= Data listing =

BEGIN

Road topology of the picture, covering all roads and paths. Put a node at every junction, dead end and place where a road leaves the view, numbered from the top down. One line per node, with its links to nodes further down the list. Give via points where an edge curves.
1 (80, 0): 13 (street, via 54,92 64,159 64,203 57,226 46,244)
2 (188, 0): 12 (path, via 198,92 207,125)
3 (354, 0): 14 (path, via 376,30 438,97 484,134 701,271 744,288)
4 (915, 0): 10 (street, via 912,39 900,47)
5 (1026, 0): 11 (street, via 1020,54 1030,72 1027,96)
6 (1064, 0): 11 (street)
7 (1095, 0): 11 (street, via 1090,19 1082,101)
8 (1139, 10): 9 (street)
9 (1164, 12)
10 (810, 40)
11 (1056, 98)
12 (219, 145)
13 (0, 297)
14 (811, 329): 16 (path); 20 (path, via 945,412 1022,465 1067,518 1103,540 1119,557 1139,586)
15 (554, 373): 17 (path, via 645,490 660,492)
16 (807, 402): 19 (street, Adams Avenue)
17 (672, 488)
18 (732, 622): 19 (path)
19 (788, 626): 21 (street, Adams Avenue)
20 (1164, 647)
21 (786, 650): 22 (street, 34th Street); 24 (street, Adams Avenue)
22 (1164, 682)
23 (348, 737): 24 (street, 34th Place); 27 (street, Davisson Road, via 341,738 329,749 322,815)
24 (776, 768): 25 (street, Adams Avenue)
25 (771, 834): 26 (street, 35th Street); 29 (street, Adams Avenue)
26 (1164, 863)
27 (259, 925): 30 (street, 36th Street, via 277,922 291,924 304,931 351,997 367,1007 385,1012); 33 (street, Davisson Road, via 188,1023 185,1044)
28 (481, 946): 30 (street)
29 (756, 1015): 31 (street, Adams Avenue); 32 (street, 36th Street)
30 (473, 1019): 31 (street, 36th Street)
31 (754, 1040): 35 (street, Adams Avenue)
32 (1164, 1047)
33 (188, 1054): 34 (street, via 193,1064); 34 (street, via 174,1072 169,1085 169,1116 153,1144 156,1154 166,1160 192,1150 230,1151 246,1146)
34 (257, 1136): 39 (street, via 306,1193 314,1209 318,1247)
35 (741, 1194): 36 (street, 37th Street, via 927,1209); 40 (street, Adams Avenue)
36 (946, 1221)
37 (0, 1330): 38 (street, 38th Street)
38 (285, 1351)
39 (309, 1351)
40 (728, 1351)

END

= What is being asked =
Extract each entry in full and write it down exactly.

= Answer area =
Road topology of the picture, covering all roads and paths. Put a node at every junction, dead end and place where a road leaves the view, numbered from the top down. One line per node, with its links to nodes further down the list. Give via points where an edge curves.
1 (80, 0): 13 (street, via 54,92 64,159 64,203 57,226 46,244)
2 (188, 0): 12 (path, via 198,92 207,125)
3 (354, 0): 14 (path, via 376,30 438,97 484,134 701,271 744,288)
4 (915, 0): 10 (street, via 912,39 900,47)
5 (1026, 0): 11 (street, via 1020,54 1030,72 1027,96)
6 (1064, 0): 11 (street)
7 (1095, 0): 11 (street, via 1090,19 1082,101)
8 (1139, 10): 9 (street)
9 (1164, 12)
10 (810, 40)
11 (1056, 98)
12 (219, 145)
13 (0, 297)
14 (811, 329): 16 (path); 20 (path, via 945,412 1022,465 1067,518 1103,540 1119,557 1139,586)
15 (554, 373): 17 (path, via 645,490 660,492)
16 (807, 402): 19 (street, Adams Avenue)
17 (672, 488)
18 (732, 622): 19 (path)
19 (788, 626): 21 (street, Adams Avenue)
20 (1164, 647)
21 (786, 650): 22 (street, 34th Street); 24 (street, Adams Avenue)
22 (1164, 682)
23 (348, 737): 24 (street, 34th Place); 27 (street, Davisson Road, via 341,738 329,749 322,815)
24 (776, 768): 25 (street, Adams Avenue)
25 (771, 834): 26 (street, 35th Street); 29 (street, Adams Avenue)
26 (1164, 863)
27 (259, 925): 30 (street, 36th Street, via 277,922 291,924 304,931 351,997 367,1007 385,1012); 33 (street, Davisson Road, via 188,1023 185,1044)
28 (481, 946): 30 (street)
29 (756, 1015): 31 (street, Adams Avenue); 32 (street, 36th Street)
30 (473, 1019): 31 (street, 36th Street)
31 (754, 1040): 35 (street, Adams Avenue)
32 (1164, 1047)
33 (188, 1054): 34 (street, via 193,1064); 34 (street, via 174,1072 169,1085 169,1116 153,1144 156,1154 166,1160 192,1150 230,1151 246,1146)
34 (257, 1136): 39 (street, via 306,1193 314,1209 318,1247)
35 (741, 1194): 36 (street, 37th Street, via 927,1209); 40 (street, Adams Avenue)
36 (946, 1221)
37 (0, 1330): 38 (street, 38th Street)
38 (285, 1351)
39 (309, 1351)
40 (728, 1351)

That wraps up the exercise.